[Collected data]
Start of Block

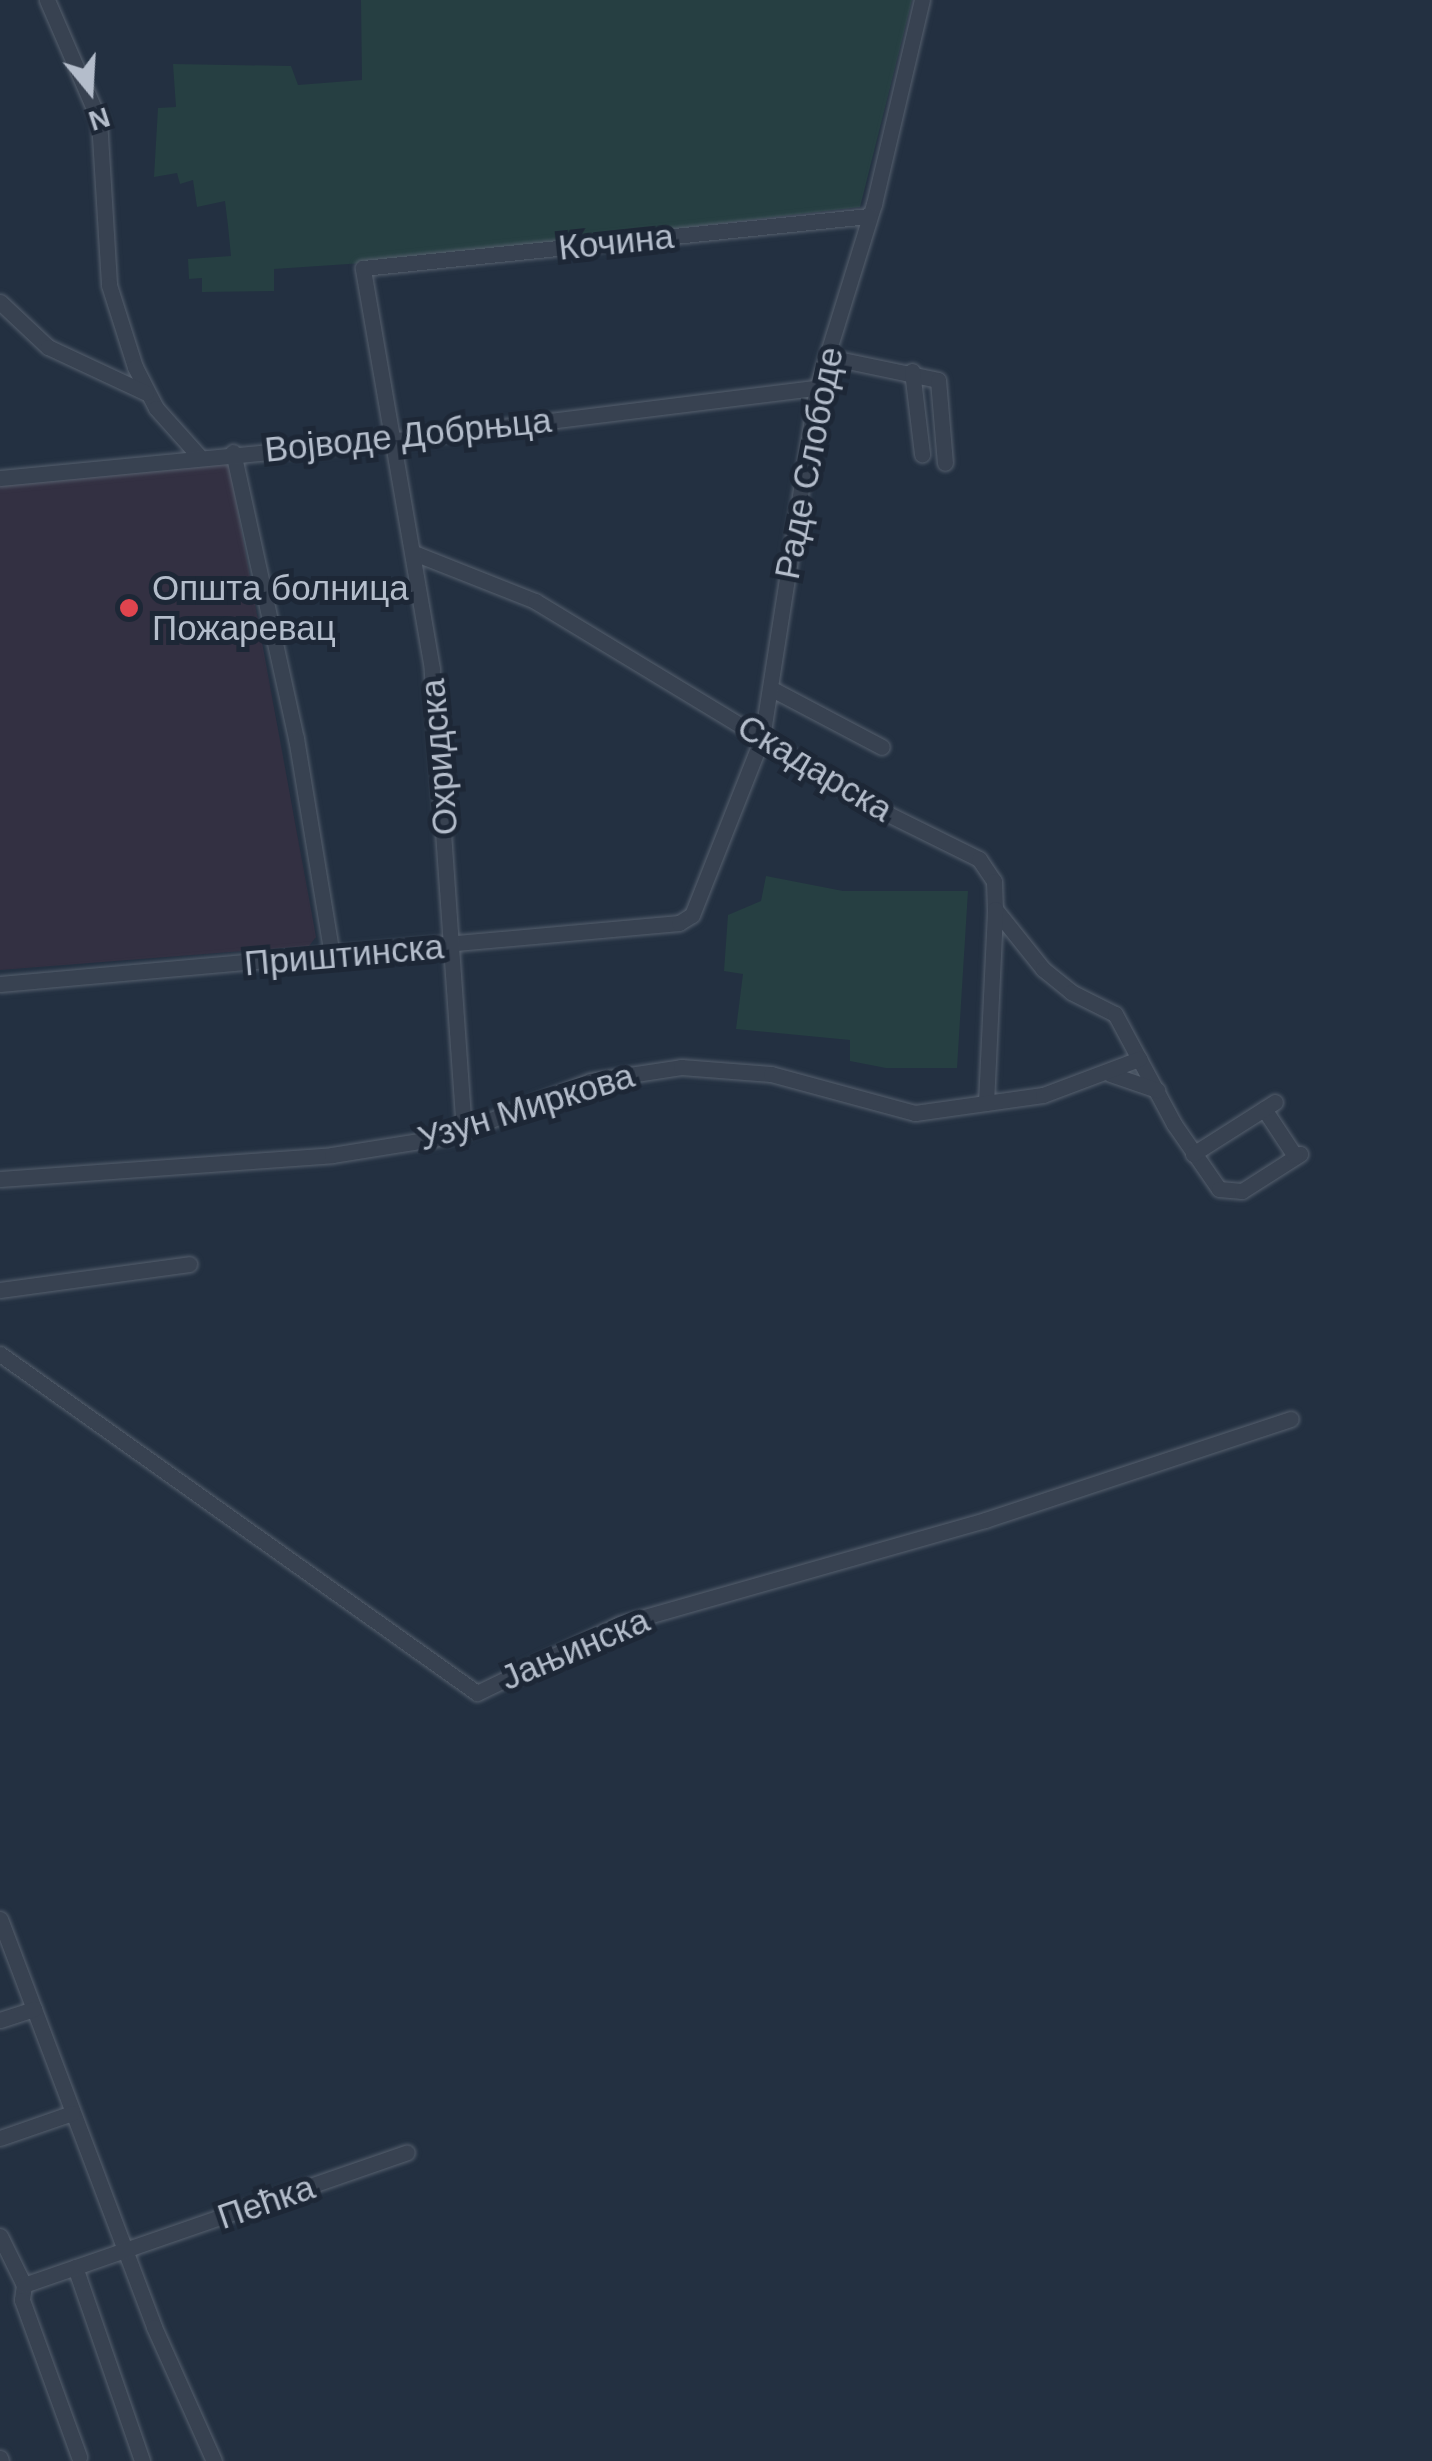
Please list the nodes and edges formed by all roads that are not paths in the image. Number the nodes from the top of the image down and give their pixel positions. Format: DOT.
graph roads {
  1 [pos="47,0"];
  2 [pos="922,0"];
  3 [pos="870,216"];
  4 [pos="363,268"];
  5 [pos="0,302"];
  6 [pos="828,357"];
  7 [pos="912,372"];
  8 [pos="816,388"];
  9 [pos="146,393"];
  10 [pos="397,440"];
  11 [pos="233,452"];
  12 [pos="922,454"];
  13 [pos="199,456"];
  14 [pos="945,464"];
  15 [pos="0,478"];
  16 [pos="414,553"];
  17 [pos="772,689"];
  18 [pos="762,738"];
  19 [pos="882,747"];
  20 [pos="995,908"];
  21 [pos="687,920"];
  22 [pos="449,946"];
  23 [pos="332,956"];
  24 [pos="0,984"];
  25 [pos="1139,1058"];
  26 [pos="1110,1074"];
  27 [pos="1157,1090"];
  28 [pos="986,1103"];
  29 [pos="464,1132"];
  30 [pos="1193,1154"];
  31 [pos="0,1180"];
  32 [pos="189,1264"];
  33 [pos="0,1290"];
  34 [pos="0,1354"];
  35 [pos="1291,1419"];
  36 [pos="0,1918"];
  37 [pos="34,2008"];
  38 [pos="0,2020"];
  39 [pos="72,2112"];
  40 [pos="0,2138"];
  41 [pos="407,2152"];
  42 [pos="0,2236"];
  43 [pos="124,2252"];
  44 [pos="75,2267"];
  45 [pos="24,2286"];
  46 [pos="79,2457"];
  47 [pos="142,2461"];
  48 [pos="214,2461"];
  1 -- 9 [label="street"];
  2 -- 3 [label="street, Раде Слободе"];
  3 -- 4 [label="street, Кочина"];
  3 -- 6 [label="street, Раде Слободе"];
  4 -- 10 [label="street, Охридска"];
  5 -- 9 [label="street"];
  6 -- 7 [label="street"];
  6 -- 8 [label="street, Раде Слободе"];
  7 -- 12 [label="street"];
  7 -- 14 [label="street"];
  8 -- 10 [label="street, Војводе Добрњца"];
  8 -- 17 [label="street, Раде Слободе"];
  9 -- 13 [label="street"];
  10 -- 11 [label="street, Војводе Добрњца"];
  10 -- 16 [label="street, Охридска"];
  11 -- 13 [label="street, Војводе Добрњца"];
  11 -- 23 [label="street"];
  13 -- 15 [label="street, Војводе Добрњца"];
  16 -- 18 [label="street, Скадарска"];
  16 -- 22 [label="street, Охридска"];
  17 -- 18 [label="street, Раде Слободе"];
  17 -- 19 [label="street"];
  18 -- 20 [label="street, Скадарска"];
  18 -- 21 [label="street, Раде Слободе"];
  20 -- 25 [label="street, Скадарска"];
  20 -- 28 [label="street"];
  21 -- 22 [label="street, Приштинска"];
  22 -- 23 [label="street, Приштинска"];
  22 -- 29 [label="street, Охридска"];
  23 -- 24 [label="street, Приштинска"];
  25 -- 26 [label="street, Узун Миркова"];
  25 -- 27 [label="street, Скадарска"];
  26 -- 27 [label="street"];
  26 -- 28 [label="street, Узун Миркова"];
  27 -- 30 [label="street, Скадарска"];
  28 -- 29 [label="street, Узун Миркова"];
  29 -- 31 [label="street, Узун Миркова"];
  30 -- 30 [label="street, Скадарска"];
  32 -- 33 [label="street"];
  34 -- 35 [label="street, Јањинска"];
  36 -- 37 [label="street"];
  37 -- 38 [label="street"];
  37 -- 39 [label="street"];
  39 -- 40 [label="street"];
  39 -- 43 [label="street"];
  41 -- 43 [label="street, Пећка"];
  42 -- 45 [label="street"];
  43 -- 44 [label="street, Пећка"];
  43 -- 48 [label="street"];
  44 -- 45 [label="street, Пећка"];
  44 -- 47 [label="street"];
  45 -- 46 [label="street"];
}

End of Block
Start of Block

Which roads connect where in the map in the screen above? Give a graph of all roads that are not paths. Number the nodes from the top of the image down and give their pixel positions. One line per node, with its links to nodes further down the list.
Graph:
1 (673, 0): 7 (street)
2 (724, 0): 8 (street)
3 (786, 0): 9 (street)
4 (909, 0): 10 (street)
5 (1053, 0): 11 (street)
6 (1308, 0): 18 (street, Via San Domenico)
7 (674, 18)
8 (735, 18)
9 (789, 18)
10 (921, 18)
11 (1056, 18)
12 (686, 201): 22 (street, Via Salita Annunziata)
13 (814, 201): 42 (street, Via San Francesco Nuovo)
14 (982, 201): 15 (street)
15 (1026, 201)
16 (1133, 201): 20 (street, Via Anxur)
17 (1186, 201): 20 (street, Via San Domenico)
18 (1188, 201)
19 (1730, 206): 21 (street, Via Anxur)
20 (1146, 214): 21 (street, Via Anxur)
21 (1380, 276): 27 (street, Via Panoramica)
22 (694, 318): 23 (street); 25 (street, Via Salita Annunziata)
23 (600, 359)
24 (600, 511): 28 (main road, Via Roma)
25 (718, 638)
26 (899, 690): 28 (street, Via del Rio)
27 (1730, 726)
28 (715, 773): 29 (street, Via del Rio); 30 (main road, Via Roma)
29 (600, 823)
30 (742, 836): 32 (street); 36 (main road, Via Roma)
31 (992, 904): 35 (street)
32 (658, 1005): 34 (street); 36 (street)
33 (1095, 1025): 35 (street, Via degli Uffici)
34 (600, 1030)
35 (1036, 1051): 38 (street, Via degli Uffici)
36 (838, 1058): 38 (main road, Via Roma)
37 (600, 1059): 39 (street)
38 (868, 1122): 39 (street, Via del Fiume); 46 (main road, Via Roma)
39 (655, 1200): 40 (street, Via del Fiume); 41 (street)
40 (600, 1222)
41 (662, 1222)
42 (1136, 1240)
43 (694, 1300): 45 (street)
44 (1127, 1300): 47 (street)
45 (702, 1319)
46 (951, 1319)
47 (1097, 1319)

End of Block

• Work instruction
Which lines in the data above hold the word "down"? Return each of them.

• Completed exercise
Please list the nodes and edges formed by all roads that are not paths in the image. Number the nodes from the top of the image down and give their pixel positions. Format: DOT.
Which roads connect where in the map in the screen above? Give a graph of all roads that are not paths. Number the nodes from the top of the image down and give their pixel positions. One line per node, with its links to nodes further down the list.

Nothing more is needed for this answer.